▸ Exercise description: Look for the string "Liberation" in the listing. Copy each line that has it.

[Study material Boundary: Start]

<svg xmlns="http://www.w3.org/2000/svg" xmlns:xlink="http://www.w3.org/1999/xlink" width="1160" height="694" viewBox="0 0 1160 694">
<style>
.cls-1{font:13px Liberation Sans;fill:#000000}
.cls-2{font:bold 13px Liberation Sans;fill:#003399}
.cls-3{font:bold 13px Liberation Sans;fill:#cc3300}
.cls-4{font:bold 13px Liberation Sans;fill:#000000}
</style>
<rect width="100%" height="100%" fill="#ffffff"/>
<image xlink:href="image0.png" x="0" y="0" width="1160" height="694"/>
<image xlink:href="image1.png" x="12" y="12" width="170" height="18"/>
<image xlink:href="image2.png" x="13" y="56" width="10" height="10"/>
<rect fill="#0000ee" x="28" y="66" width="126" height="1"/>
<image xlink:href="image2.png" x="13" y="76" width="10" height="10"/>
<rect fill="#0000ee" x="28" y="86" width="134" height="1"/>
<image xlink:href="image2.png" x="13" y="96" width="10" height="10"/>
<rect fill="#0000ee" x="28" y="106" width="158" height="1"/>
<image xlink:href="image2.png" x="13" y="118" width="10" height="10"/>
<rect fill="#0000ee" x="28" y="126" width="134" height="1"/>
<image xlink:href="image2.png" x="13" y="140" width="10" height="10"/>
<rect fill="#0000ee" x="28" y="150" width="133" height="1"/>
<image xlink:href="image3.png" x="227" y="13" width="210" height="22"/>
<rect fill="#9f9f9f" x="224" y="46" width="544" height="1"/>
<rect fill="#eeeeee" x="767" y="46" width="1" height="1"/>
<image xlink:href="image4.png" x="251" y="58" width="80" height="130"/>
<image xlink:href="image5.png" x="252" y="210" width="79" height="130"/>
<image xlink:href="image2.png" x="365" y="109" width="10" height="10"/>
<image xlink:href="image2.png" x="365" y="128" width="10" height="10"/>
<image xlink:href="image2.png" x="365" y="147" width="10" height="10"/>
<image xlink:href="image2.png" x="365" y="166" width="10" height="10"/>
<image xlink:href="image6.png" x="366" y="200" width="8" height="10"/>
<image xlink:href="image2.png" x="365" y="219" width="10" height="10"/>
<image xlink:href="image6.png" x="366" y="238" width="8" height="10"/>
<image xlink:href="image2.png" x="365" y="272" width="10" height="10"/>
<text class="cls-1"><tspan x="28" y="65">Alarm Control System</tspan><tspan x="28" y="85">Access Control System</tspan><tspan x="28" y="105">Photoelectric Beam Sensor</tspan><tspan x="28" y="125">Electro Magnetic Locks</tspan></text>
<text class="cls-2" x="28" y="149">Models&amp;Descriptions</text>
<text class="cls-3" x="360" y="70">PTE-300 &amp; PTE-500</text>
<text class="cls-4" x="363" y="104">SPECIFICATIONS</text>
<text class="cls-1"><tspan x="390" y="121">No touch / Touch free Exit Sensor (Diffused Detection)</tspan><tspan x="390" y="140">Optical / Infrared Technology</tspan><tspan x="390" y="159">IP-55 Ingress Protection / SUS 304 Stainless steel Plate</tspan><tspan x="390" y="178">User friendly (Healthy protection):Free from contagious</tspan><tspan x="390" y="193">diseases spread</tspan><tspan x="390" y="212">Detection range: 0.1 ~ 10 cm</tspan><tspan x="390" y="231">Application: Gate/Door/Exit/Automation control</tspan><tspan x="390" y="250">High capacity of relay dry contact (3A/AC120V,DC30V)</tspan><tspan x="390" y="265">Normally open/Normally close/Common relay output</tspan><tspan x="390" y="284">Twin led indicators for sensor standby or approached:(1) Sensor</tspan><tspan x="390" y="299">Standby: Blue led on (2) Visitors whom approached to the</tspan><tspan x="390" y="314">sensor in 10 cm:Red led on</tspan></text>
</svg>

[Study material Boundary: End]

▸ Answer to the problem:
.cls-1{font:13px Liberation Sans;fill:#000000}
.cls-2{font:bold 13px Liberation Sans;fill:#003399}
.cls-3{font:bold 13px Liberation Sans;fill:#cc3300}
.cls-4{font:bold 13px Liberation Sans;fill:#000000}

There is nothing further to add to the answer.